Preventing autism may start with mother’s diet
The risk of developing autism-spectrum disorders may be determined by the mother’s microbiome, according to new research from the University of Virginia School of Medicine published August 1 in the Journal of Immunology.
This study raises the possibility that preventing forms of autism could be as simple as an expectant mother modifying her diet or taking custom probiotics, researchers say.
In addition, researchers were able to use their discovery to prevent the development of autism-like neurodevelopmental disorders in lab mice. They found they could halt the development of such disorders by blocking a particular inflammatory molecule produced by the immune system. Targeting this molecule, interleukin-17a, offers another potential avenue for preventing autism, the researchers say. They caution, however, that this approach would be much more complex because of the risk of side effects.
"We determined that the microbiome is a key contributor in determining susceptibility [to autism-like disorders], so it suggests that you could target either the maternal microbiome or this inflammatory molecule, IL-17a," said John Lukens, PhD, lead researcher and member of UVA's Department of Neuroscience. "You could also use this [IL-17a] as a biomarker for early diagnosis."
The work from Lukens and his colleagues sheds light on the complex relationship between the health of the mother's microbiome and the healthy development of her children.
"The microbiome can shape the developing brain in multiple ways," said Lukens. "The microbiome is really important to the calibration of how the offspring's immune system is going to respond to an infection or injury or stress."
But an unhealthy microbiome in the mom can create problems. Lukens says. His work shows that it can make her unborn offspring susceptible to neurodevelopmental disorders. The researchers found that the IL-17a molecule was a key contributor to the development of autism-like symptoms in lab mice.
However, Lukens says the microbiome can be modified easily, either through diet, probiotic supplements, or fecal transplant. All of these approaches seek to restore a healthy equilibrium among the different microorganisms that live in the gut.
"In terms of translating our work to humans, I think the next big step would be to identify features of the microbiome in pregnant mothers that correlate with autism risk," Lukens said. "I think the really important thing is to figure out what kind of things can be used to modulate the microbiome in the mother as effectively and safely as we can."
Blocking IL-17a might offer a way to prevent autism, but Lukens said that path carries much more risk.
"If you think about pregnancy, the body is basically accepting foreign tissue, which is a baby," he said. "As a result, maintenance of embryonic health demands a complex balance of immune regulation, so people tend to shy away from manipulating the immune system during pregnancy."

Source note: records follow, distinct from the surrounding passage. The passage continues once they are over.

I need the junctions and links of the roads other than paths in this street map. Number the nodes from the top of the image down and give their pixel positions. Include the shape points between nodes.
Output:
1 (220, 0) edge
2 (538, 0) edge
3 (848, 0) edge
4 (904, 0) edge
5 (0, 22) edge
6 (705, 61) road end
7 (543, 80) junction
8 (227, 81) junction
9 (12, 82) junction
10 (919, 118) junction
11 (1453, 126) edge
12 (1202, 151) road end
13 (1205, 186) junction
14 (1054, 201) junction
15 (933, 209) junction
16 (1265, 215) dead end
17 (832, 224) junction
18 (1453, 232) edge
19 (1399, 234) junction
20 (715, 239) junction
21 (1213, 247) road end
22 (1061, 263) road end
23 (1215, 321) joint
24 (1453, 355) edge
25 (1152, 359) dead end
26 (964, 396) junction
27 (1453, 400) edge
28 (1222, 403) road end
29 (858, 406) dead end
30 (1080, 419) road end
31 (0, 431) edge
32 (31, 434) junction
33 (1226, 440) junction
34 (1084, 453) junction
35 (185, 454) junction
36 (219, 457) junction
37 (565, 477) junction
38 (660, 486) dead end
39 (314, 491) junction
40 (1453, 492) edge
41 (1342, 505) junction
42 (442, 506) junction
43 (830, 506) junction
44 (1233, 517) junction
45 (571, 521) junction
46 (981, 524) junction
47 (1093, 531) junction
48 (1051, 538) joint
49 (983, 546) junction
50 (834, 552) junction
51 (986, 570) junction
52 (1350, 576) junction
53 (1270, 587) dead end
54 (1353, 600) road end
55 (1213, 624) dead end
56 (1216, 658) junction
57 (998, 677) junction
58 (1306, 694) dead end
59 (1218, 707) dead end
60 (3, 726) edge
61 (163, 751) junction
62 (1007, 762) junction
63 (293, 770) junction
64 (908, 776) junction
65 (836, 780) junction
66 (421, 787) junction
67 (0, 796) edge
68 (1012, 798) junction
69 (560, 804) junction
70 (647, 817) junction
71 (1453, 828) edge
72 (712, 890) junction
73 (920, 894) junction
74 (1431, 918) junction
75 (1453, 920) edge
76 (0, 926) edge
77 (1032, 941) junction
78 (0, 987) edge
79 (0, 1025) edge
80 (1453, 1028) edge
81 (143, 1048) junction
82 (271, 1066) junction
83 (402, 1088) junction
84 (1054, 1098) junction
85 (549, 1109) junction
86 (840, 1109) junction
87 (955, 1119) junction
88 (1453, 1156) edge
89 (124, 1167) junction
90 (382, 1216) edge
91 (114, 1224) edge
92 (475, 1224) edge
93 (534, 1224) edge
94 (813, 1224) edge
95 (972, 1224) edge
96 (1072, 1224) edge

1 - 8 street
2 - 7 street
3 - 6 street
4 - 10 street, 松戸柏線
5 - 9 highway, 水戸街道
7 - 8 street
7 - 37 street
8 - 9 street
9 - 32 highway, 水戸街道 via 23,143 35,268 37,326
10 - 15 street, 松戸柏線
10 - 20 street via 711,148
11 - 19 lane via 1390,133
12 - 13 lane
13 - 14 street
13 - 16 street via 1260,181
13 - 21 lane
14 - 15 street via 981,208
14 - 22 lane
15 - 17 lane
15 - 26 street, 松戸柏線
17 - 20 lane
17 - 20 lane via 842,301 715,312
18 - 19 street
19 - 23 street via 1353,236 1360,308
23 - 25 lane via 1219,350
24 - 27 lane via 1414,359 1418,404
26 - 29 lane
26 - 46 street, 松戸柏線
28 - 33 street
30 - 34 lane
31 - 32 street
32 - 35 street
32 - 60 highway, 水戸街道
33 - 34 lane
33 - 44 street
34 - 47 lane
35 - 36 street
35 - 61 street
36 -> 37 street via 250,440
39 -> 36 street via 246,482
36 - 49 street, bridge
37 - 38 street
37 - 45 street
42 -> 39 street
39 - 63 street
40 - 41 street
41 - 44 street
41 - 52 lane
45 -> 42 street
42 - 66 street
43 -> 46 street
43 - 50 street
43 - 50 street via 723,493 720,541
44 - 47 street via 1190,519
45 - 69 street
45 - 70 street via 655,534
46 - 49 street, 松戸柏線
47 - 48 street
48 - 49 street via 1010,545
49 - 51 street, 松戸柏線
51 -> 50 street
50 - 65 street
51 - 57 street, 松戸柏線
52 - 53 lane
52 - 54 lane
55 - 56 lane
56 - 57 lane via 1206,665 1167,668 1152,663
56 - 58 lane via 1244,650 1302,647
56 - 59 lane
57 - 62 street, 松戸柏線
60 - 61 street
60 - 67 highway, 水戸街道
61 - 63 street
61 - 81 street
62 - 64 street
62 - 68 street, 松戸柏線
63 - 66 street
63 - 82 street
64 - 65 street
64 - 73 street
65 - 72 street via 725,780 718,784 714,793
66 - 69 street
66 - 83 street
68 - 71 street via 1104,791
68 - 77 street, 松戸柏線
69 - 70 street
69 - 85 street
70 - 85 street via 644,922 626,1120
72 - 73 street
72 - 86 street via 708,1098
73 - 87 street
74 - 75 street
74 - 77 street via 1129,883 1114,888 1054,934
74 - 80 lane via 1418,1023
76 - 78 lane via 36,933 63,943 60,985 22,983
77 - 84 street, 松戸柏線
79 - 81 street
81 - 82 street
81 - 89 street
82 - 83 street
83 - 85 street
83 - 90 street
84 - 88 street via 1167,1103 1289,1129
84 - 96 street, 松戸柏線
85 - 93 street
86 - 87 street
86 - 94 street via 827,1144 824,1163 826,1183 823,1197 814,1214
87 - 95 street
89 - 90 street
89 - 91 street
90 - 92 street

IL-17a previously has been implicated in conditions such as rheumatoid arthritis, multiple sclerosis, and psoriasis, and there are already drugs available that target it. Lukens said that the molecule has an important purpose in stopping infections, especially fungal infections. Blocking it, he said, "could make you susceptible to all kinds of infections." And doing so during pregnancy could have complex ripple effects on a child's development that scientists would need to sort out.
For their next steps, Lukens and his team plan to explore the potential role of other immune molecules in the development of autism and other such conditions. IL-17a may be just one piece in a much larger puzzle, he said.
While Lukens' work links the immune system with neurodevelopmental disorders, he emphasized that this in no way suggests that vaccines are contributing to the development of autism.
"There's a definite link between the immune response and the developing brain," he said. "It just doesn't have anything to do with vaccines. It's much, much earlier."